Stored data entries
----

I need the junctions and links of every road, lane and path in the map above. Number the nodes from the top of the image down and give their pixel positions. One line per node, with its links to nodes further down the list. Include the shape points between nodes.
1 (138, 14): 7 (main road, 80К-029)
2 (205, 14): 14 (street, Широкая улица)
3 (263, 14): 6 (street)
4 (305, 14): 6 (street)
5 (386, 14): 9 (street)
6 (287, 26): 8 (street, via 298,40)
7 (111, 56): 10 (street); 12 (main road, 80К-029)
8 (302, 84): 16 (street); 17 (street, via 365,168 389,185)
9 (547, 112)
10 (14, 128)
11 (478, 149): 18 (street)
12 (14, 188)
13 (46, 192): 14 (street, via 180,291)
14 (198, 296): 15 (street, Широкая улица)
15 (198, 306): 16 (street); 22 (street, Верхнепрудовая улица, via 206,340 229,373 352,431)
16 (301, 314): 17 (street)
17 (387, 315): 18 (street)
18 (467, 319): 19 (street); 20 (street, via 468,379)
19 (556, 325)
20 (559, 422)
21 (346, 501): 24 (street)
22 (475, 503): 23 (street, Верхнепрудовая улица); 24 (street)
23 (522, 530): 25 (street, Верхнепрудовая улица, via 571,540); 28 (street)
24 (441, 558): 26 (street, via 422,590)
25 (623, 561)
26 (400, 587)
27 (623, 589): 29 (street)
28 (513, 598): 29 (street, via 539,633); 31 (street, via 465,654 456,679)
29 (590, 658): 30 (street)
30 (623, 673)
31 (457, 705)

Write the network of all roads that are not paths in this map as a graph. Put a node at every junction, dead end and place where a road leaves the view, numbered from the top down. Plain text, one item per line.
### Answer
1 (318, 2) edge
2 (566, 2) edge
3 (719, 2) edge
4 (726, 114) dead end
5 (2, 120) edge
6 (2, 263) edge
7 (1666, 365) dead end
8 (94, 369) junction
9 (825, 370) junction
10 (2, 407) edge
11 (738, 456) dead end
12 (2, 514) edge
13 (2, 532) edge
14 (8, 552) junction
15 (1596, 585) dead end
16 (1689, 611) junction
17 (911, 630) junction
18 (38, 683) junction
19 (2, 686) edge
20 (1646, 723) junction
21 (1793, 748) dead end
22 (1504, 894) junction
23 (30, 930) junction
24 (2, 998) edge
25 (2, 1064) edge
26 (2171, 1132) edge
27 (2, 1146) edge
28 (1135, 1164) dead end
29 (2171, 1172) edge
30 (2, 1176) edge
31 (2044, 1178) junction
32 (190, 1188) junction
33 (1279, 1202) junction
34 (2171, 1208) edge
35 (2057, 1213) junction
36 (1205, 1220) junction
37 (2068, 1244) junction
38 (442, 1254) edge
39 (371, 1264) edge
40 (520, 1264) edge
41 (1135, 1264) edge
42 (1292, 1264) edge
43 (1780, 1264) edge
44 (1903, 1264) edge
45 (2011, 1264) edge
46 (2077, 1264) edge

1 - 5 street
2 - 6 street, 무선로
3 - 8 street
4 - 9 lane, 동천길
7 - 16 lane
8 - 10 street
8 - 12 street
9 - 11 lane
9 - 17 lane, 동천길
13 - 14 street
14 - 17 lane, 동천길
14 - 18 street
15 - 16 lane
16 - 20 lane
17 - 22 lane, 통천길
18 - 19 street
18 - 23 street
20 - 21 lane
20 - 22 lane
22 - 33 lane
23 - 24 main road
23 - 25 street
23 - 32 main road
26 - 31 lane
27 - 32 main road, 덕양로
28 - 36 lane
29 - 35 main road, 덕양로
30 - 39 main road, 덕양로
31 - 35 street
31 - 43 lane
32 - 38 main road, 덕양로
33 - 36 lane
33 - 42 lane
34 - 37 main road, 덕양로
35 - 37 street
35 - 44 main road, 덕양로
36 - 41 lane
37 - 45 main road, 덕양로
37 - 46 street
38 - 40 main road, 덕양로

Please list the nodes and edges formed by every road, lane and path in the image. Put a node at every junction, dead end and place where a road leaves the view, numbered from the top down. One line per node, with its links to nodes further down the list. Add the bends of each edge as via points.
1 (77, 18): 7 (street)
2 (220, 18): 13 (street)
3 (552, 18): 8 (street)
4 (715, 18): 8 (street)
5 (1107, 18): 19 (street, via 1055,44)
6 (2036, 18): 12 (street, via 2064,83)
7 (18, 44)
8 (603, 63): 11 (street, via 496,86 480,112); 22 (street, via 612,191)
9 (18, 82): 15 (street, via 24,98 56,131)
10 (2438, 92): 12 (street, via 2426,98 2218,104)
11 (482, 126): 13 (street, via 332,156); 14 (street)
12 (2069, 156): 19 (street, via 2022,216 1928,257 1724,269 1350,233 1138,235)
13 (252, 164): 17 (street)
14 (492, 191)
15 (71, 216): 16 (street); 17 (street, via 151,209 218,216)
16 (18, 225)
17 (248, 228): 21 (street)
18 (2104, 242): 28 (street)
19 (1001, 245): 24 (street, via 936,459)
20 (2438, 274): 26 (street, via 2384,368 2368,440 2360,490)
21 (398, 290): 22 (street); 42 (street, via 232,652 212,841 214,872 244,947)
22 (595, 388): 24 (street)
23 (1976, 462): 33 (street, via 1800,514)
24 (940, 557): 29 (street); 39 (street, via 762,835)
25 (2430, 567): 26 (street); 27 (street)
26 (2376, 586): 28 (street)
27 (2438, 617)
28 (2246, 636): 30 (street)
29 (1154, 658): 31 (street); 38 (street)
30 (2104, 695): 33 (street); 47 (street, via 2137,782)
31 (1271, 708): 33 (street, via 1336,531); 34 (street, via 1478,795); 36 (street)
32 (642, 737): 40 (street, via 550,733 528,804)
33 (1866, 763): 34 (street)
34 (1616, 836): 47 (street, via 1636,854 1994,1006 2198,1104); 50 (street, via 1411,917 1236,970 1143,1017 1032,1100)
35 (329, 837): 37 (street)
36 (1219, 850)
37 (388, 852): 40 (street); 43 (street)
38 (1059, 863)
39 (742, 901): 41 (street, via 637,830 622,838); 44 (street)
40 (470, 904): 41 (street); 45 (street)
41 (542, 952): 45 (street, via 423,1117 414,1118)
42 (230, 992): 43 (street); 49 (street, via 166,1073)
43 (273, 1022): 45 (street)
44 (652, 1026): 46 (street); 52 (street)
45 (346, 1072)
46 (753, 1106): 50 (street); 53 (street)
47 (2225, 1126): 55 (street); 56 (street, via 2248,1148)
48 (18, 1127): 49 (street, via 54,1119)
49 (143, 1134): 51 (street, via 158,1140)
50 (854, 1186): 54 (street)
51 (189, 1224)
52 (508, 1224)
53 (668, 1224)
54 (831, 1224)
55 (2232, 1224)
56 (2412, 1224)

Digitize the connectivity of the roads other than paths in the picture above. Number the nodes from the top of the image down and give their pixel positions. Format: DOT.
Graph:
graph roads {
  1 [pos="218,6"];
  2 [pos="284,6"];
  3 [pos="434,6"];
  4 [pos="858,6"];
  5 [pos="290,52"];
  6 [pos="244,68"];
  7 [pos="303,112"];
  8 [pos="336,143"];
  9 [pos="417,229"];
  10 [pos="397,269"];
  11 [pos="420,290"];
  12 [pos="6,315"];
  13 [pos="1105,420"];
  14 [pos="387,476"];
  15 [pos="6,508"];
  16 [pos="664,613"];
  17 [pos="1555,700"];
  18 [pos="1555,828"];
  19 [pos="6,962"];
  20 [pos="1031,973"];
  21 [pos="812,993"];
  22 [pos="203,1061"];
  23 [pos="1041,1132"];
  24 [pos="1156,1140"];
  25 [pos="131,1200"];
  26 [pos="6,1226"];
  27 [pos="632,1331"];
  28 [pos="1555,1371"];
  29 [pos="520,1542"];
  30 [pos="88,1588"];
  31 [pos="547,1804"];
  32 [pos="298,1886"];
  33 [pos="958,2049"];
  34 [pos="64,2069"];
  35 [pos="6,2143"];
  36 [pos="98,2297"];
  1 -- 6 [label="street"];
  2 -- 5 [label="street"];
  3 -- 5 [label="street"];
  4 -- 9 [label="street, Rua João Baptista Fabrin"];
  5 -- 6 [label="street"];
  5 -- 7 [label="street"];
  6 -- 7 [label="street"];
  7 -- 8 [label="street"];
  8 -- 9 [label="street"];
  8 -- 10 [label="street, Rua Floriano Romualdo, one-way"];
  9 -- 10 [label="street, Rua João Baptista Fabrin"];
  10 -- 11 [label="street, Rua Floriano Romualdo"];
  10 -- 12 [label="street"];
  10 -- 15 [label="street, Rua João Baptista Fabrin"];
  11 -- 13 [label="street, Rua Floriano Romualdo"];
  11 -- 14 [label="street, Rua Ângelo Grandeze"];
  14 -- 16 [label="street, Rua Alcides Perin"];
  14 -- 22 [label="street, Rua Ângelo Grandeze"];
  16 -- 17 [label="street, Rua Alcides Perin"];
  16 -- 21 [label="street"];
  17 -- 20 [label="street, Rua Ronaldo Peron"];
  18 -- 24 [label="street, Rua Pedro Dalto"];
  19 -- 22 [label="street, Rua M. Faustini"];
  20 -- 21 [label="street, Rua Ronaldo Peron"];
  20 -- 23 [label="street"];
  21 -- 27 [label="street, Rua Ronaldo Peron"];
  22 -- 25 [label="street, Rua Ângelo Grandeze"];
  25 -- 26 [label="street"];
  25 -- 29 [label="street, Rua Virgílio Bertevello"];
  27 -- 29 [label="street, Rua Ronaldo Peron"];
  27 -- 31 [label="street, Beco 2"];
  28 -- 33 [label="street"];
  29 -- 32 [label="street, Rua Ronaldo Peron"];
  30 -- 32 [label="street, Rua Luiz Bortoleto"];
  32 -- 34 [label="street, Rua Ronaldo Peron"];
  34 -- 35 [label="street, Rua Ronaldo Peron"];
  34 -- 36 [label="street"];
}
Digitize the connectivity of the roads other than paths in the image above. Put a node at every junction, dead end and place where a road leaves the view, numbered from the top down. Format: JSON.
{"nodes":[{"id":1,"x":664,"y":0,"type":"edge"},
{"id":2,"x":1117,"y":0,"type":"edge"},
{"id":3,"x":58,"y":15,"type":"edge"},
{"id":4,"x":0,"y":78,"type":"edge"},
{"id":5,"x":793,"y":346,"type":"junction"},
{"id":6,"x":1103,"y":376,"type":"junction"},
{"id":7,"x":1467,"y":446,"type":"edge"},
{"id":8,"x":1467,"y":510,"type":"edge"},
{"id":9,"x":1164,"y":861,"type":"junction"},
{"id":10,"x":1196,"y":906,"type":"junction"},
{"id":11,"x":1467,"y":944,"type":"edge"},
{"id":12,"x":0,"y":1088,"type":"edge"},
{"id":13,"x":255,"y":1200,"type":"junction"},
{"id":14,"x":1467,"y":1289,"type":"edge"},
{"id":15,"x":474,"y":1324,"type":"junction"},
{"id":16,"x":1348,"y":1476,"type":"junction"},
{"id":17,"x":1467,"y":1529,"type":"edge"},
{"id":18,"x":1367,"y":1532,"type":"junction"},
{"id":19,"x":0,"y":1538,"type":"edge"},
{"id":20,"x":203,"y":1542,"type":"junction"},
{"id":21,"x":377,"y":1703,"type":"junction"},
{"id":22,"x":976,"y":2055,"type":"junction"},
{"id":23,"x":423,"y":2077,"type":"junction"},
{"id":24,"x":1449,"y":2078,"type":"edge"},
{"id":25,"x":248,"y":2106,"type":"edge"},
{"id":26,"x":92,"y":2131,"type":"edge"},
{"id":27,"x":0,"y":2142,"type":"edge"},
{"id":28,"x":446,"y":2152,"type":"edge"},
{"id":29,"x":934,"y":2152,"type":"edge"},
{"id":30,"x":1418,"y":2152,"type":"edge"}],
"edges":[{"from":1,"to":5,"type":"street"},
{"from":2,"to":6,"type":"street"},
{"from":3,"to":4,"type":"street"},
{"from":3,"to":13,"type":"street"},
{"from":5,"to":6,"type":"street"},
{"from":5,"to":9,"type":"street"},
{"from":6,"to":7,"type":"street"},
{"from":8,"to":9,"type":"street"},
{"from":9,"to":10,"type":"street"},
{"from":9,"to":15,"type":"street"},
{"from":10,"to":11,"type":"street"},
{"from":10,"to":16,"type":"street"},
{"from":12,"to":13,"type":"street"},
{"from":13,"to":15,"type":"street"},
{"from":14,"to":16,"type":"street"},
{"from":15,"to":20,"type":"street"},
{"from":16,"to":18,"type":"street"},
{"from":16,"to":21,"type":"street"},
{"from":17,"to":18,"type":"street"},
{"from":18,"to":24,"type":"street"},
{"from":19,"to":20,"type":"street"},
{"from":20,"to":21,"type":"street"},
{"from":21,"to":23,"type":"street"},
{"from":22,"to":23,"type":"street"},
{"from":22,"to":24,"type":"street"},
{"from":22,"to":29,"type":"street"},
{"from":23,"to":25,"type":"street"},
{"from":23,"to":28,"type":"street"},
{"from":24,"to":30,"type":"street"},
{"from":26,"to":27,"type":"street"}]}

----

> _ACTIVITY_
Look through the entries and copy every line in which the string "leaves" appears.

> _TASK RESULT_
Write the network of all roads that are not paths in this map as a graph. Put a node at every junction, dead end and place where a road leaves the view, numbered from the top down. Plain text, one item per line.
Please list the nodes and edges formed by every road, lane and path in the image. Put a node at every junction, dead end and place where a road leaves the view, numbered from the top down. One line per node, with its links to nodes further down the list. Add the bends of each edge as via points.
Digitize the connectivity of the roads other than paths in the image above. Put a node at every junction, dead end and place where a road leaves the view, numbered from the top down. Format: JSON.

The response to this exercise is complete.